The differences between these theories are:

a) Maslow’s advocations centered on human needs of employees whereas Herzberg’s recommendation focussed on employees, state of mind.

b) Maslow’s theory deals human needs but Herzberg talks of goals which satisfy those needs.

c) Maslow has described the various needs which propels a person’s behaviour while Herzberg has gone a step further to tell us what makes a man satisfied or dissatisfied with his job which depends very much on factor available on or off the job.

d) Herzberg’s theory focusses on managerial and professional staff and is based on the assumption that their socio-economic needs are satisfied whereas Maslow’s theory is applicable to all classes of employees.

e) Both the theories suggest the same thing but their approach is different. Maslow is helpful in identifying needs and Herzberg provides us with insight into goals and that tend to satisfy these needs.

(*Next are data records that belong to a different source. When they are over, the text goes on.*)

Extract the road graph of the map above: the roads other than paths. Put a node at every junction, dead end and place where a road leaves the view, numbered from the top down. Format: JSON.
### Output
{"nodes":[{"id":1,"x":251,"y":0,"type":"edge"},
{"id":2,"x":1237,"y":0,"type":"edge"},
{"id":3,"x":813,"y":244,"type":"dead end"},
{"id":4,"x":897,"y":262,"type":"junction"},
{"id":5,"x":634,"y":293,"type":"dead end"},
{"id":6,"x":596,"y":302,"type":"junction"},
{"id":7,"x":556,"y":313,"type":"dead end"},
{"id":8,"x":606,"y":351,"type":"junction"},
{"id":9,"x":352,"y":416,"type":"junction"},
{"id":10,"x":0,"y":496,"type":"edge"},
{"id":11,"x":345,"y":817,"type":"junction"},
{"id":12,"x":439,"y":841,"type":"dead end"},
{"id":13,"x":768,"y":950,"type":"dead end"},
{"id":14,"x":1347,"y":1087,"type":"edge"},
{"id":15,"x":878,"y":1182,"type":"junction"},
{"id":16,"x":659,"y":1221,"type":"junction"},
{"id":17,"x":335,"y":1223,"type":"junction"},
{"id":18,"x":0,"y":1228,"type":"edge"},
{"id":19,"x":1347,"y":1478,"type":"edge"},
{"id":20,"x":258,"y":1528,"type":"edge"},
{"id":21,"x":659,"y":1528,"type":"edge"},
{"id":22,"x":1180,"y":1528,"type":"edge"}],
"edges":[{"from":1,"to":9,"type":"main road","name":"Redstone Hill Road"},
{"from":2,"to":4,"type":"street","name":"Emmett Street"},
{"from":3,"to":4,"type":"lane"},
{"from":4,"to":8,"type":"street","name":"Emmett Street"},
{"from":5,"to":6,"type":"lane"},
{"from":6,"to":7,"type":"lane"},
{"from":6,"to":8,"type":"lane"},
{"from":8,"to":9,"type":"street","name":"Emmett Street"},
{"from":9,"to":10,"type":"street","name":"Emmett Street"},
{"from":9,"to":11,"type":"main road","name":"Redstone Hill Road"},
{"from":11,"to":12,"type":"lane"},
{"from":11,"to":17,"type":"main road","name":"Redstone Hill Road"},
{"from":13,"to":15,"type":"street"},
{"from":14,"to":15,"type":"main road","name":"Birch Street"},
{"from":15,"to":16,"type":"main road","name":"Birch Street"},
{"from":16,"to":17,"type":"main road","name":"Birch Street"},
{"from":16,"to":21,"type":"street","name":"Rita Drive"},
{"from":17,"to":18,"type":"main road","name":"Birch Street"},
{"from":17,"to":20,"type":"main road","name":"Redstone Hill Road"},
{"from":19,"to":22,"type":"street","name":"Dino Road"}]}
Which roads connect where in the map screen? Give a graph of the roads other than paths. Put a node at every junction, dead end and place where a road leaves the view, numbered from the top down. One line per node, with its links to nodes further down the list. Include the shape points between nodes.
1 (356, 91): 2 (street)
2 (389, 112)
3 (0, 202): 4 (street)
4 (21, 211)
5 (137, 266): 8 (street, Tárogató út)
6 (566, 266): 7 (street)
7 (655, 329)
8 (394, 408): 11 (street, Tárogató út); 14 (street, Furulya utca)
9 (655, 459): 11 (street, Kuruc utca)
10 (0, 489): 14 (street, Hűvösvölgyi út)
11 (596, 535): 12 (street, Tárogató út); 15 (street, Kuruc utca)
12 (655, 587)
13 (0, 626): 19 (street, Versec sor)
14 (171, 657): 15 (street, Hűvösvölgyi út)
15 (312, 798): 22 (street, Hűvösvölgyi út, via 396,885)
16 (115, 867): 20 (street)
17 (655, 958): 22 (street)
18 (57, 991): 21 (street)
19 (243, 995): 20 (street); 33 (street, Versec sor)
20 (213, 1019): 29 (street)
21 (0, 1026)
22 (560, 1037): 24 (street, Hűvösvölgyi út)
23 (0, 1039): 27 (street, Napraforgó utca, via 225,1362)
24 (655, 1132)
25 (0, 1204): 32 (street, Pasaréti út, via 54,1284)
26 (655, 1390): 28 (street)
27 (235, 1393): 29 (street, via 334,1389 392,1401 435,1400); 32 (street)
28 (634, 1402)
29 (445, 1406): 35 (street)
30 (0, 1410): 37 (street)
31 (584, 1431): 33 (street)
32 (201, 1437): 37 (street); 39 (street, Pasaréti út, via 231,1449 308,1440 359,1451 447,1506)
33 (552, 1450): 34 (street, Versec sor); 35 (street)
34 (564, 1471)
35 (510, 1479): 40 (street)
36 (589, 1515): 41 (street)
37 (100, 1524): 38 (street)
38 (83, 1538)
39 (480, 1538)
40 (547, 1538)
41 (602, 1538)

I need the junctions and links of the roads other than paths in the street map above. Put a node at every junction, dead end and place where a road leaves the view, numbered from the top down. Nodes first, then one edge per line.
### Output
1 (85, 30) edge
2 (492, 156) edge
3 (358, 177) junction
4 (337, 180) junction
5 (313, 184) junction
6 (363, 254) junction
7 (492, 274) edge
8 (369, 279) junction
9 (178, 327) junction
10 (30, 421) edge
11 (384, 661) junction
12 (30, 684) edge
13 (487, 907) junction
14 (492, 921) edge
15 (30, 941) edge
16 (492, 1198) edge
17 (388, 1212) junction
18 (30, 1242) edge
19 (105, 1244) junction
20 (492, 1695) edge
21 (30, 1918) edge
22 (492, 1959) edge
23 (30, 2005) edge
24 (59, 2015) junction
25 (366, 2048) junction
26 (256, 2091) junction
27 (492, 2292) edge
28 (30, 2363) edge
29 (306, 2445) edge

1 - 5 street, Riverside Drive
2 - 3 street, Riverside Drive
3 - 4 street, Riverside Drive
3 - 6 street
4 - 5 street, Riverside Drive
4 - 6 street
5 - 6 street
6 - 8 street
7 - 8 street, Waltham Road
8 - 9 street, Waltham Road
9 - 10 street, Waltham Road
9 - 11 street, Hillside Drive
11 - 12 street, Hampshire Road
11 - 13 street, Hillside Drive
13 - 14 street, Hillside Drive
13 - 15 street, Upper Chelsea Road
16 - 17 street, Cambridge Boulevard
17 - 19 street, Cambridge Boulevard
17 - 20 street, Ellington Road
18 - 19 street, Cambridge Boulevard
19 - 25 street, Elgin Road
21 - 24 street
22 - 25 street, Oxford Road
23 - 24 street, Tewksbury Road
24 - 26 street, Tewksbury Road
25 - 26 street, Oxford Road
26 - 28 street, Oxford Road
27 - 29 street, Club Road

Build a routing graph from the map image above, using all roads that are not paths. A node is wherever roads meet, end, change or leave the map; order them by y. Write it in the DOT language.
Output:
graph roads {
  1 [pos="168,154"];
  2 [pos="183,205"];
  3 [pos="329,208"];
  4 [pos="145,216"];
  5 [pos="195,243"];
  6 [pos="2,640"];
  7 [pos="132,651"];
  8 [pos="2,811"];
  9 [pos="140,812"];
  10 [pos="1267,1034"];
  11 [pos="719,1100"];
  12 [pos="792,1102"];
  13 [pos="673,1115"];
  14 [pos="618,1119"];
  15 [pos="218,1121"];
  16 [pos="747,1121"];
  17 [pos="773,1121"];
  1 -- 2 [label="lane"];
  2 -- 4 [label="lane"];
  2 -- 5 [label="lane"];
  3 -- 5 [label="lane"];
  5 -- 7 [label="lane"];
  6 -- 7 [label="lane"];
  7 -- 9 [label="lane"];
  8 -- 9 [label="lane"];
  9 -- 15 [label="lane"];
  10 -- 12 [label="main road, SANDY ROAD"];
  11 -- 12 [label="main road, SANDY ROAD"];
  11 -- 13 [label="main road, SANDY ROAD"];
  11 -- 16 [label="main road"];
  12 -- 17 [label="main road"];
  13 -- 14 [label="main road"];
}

Term Paper # 4. McClelland’s Three Need Theory of Motivation:

David McClelland of Harvard University and his associates conducted experiments and developed the three need theory which places great emphasis on needs and individual differences. He identified the presence of three needs in all human beings.

They are:

(a) Need for Achievement

(b) Need for Power and

(c) Need for Affiliation.

The first one is individualistic in nature while the other two are interpersonal oriented.

(a) Need for Achievement:

This refers to the desire to excel or achieve in relation to a set of standards. This is due to some people having a lust for achievement.

They have the following characteristics:

(i) The individuals set moderate achievement goals and take calculated risks.

(ii) They need rapid feedback on their performance.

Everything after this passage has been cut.